- **WHAT THE EXERCISE ASKS**
Find the word "Alexandre" in the records below. List each line containing it.

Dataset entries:
Start of Block
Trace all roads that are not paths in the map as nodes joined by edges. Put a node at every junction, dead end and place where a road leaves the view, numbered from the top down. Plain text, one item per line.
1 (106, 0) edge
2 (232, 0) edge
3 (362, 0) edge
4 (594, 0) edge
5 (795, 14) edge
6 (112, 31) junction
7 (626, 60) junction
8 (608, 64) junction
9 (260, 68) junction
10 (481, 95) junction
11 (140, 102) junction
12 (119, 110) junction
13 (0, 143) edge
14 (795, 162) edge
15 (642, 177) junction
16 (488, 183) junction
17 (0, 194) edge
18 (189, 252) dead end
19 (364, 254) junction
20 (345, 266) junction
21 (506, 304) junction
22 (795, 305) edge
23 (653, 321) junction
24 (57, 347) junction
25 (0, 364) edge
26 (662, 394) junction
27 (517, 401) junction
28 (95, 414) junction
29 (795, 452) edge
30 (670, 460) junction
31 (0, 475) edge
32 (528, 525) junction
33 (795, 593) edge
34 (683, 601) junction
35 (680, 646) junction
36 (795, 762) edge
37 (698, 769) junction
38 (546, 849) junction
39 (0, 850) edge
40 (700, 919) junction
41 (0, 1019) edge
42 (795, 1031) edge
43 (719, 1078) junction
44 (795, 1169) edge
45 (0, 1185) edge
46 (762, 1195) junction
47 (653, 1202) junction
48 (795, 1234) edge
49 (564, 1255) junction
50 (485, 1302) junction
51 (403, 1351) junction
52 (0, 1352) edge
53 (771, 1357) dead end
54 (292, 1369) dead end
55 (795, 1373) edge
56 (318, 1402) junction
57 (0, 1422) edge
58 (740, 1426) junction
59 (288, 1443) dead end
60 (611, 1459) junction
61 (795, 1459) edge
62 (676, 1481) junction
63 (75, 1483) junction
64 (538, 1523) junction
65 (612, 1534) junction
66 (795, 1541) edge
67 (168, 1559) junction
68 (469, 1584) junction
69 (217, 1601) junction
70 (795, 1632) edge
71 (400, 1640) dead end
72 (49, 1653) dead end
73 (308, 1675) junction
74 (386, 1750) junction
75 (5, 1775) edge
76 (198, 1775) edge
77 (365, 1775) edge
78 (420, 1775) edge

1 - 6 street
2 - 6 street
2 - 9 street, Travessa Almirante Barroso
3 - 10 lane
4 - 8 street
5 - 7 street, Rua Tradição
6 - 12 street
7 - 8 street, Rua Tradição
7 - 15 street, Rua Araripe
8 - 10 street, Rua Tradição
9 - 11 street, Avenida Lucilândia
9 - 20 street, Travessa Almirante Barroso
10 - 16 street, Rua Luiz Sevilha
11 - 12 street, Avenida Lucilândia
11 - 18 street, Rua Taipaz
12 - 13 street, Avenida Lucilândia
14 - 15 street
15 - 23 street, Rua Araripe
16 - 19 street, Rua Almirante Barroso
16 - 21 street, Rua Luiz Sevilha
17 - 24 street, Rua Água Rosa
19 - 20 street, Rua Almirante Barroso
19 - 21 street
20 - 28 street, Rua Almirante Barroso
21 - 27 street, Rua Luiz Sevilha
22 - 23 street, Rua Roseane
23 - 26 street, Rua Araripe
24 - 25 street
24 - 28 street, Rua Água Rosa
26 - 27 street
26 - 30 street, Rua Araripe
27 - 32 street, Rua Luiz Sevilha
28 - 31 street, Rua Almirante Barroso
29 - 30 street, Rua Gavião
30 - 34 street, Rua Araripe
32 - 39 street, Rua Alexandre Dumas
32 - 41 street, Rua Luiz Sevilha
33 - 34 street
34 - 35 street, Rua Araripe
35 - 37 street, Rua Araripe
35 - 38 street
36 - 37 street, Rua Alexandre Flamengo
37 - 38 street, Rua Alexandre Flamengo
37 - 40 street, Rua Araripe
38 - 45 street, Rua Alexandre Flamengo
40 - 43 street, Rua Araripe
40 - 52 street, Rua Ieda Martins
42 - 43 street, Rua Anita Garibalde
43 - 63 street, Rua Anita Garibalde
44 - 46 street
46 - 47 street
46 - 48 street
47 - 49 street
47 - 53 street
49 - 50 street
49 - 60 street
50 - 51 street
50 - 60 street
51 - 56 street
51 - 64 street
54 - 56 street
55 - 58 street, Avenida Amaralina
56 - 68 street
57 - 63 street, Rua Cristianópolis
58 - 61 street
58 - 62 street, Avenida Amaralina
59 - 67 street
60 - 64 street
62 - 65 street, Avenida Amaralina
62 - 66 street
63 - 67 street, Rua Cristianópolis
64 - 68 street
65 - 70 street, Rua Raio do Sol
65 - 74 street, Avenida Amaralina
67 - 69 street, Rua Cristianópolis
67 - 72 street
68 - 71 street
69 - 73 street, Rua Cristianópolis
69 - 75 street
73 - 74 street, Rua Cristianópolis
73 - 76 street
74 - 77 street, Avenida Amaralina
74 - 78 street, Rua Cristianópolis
End of Block
- **EXERCISE SOLUTION**
32 - 39 street, Rua Alexandre Dumas
36 - 37 street, Rua Alexandre Flamengo
37 - 38 street, Rua Alexandre Flamengo
38 - 45 street, Rua Alexandre Flamengo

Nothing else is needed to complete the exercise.